195     … the historical rationale of legal fictions such as the doctrine of lost modern grant has significantly diminished with the advent of modern systems for the registration of title, comprehensive planning laws and more mature land law jurisprudence.

However, the Court did not definitively resolve the question as to what extent prescription remains compatible with the Torrens System:

186     … In our opinion, these issues were not sufficiently explored before us to enable us to reach an informed decision on ground 4. Accordingly, we will refrain from expressing a final view on the question raised by that ground until such time as it requires determination in a future case.

So it would seem that the existence of prescriptive easements in Victoria is still an open question. Where available, the prospect of establishing a road might be a safer bet.

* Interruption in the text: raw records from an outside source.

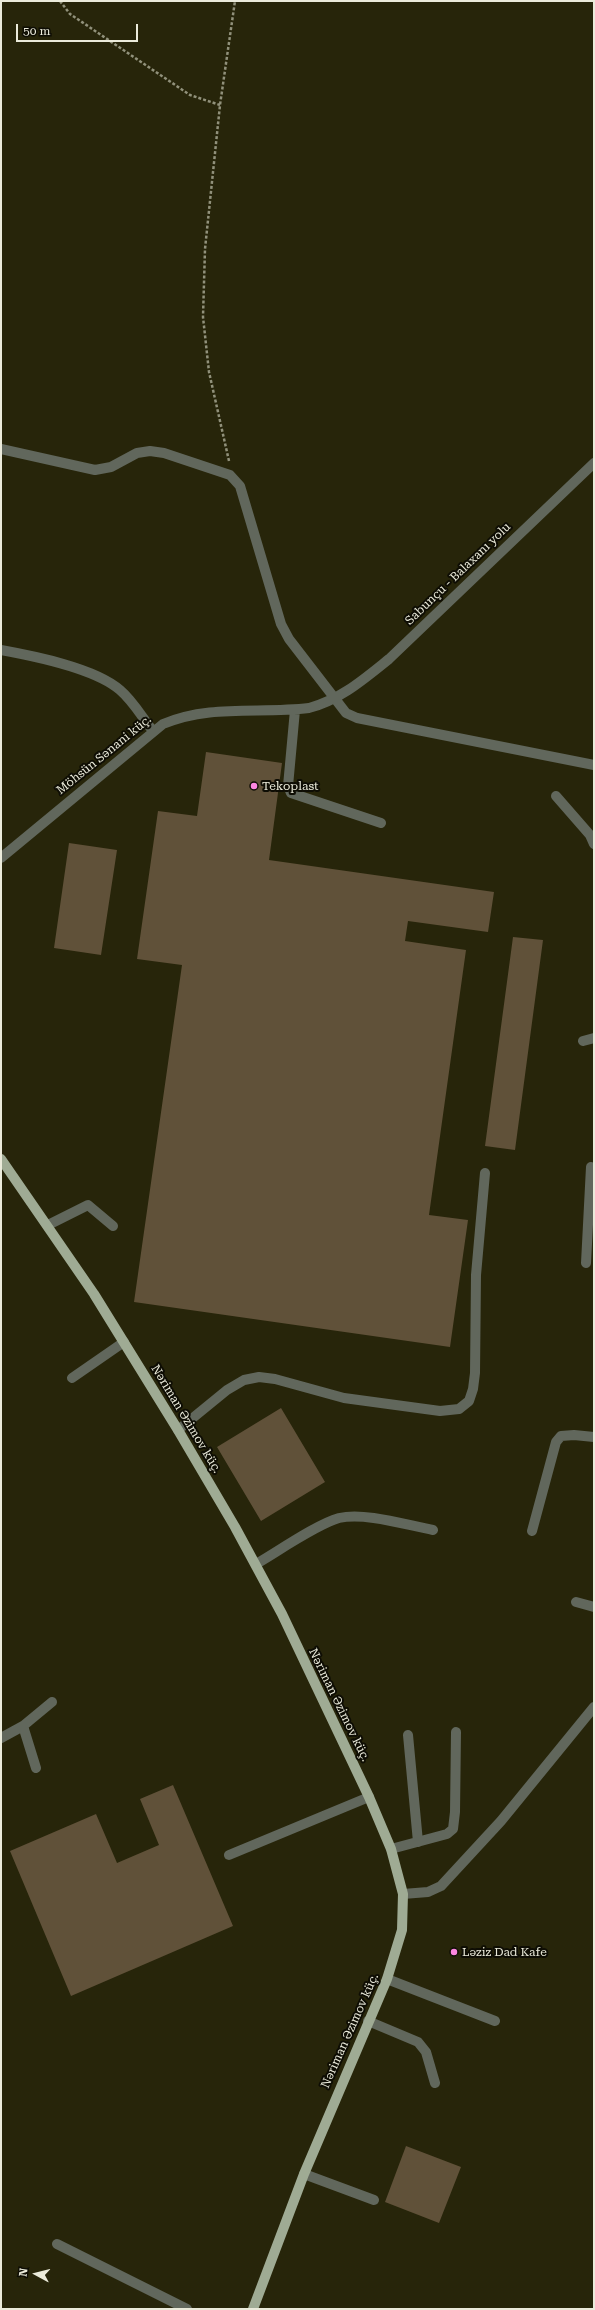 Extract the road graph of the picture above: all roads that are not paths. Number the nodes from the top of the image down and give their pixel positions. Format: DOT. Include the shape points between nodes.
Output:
graph roads {
  1 [pos="1,449"];
  2 [pos="594,463"];
  3 [pos="2,652"];
  4 [pos="335,698"];
  5 [pos="295,710"];
  6 [pos="153,731"];
  7 [pos="594,765"];
  8 [pos="556,796"];
  9 [pos="381,824"];
  10 [pos="594,844"];
  11 [pos="1,858"];
  12 [pos="594,1038"];
  13 [pos="583,1041"];
  14 [pos="1,1159"];
  15 [pos="591,1167"];
  16 [pos="485,1172"];
  17 [pos="592,1213"];
  18 [pos="48,1225"];
  19 [pos="113,1226"];
  20 [pos="586,1263"];
  21 [pos="124,1342"];
  22 [pos="72,1378"];
  23 [pos="178,1430"];
  24 [pos="594,1437"];
  25 [pos="433,1530"];
  26 [pos="532,1531"];
  27 [pos="256,1564"];
  28 [pos="576,1602"];
  29 [pos="594,1607"];
  30 [pos="52,1702"];
  31 [pos="594,1707"];
  32 [pos="23,1726"];
  33 [pos="456,1732"];
  34 [pos="408,1735"];
  35 [pos="1,1738"];
  36 [pos="36,1768"];
  37 [pos="369,1797"];
  38 [pos="418,1842"];
  39 [pos="391,1849"];
  40 [pos="230,1855"];
  41 [pos="402,1894"];
  42 [pos="387,1979"];
  43 [pos="368,2021"];
  44 [pos="496,2022"];
  45 [pos="435,2083"];
  46 [pos="304,2174"];
  47 [pos="374,2200"];
  48 [pos="57,2244"];
  49 [pos="187,2309"];
  50 [pos="253,2309"];
  1 -- 4 [label="street" via="95,470 111,468 137,454 150,451 164,453 230,475 240,486 281,624 289,639"];
  2 -- 4 [label="street, Sabunçu - Balaxanı yolu" via="389,659 354,687"];
  3 -- 6 [label="street" via="58,662 102,679 120,690"];
  4 -- 5 [label="street, Möhsün Sənani küç." via="321,705"];
  4 -- 7 [label="street" via="346,712 357,718"];
  5 -- 6 [label="street, Möhsün Sənani küç." via="217,710 175,719"];
  5 -- 9 [label="street" via="288,786 291,793"];
  6 -- 11 [label="street, Möhsün Sənani küç."];
  8 -- 10 [label="street" via="590,835"];
  12 -- 13 [label="street"];
  14 -- 18 [label="main road, Nəriman Əzimov küç."];
  15 -- 17 [label="street"];
  16 -- 23 [label="street" via="476,1275 475,1373 469,1401 459,1409 440,1411 344,1398 259,1377 244,1380 227,1390"];
  17 -- 20 [label="street"];
  18 -- 19 [label="street" via="88,1205"];
  18 -- 21 [label="main road, Nəriman Əzimov küç."];
  21 -- 22 [label="street"];
  21 -- 23 [label="main road, Nəriman Əzimov küç."];
  23 -- 27 [label="main road, Nəriman Əzimov küç."];
  24 -- 26 [label="street" via="561,1436 556,1442"];
  25 -- 27 [label="street" via="356,1516 339,1518"];
  27 -- 37 [label="main road, Nəriman Əzimov küç."];
  28 -- 29 [label="street"];
  30 -- 32 [label="street"];
  31 -- 41 [label="street" via="501,1821 441,1886 428,1892"];
  32 -- 35 [label="street"];
  32 -- 36 [label="street"];
  33 -- 38 [label="street" via="453,1829 447,1834"];
  34 -- 38 [label="street"];
  37 -- 39 [label="main road, Nəriman Əzimov küç."];
  37 -- 40 [label="street"];
  38 -- 39 [label="street"];
  39 -- 41 [label="main road, Nəriman Əzimov küç."];
  41 -- 42 [label="main road, Nəriman Əzimov küç." via="402,1930"];
  42 -- 43 [label="main road, Nəriman Əzimov küç."];
  42 -- 44 [label="street"];
  43 -- 45 [label="street" via="418,2042 426,2052"];
  43 -- 46 [label="main road, Nəriman Əzimov küç."];
  46 -- 47 [label="street"];
  46 -- 50 [label="main road, Nəriman Əzimov küç."];
  48 -- 49 [label="street"];
}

Court clarifies notice required to create a binding building scheme

In Randell v Uhl [2019] VSC 668, Derham AsJ has clarified the notice required before the Court will find a party to be bound by the terms of a building scheme.

Where a building scheme is established, all purchasers and their assigns are bound by, and entitled to the benefit of a restrictive covenant.

Previously, it was not entirely clear how far a purchaser would need to search the Register of Titles to be on notice as to the existence of a building scheme.

In Randell, his Honour found a building scheme had been established, but found the plaintiff not bound by its terms because the existence of a scheme was not evident on the face of the title, or any documents referred to therein:

82      … If it were sufficient notice that the Head Title in this case bears the notification of a building scheme, it would require a person interested in purchasing the Land to search the Register further than the title search indicated and to go back to the Head Title and the original, or first edition, of the Subdivision. That would render conveyancing a hazardous and cumbersome operation beyond what is reasonable to expect.

83      In summary, I am satisfied that a building scheme was established but the notification of it was not sufficient to give notice of it to the plaintiffs because a search of the title of the Land by the plaintiffs did not, and would not, reveal the existence of the scheme either directly, or indirectly by reference to any instrument referred to in the search of the title.

References to purported Building Schemes commonly appear on title documents in Victoria, but under close judicial scrutiny they are rarely proven. A question now exists whether Randell has made this process of atrophication effectively complete.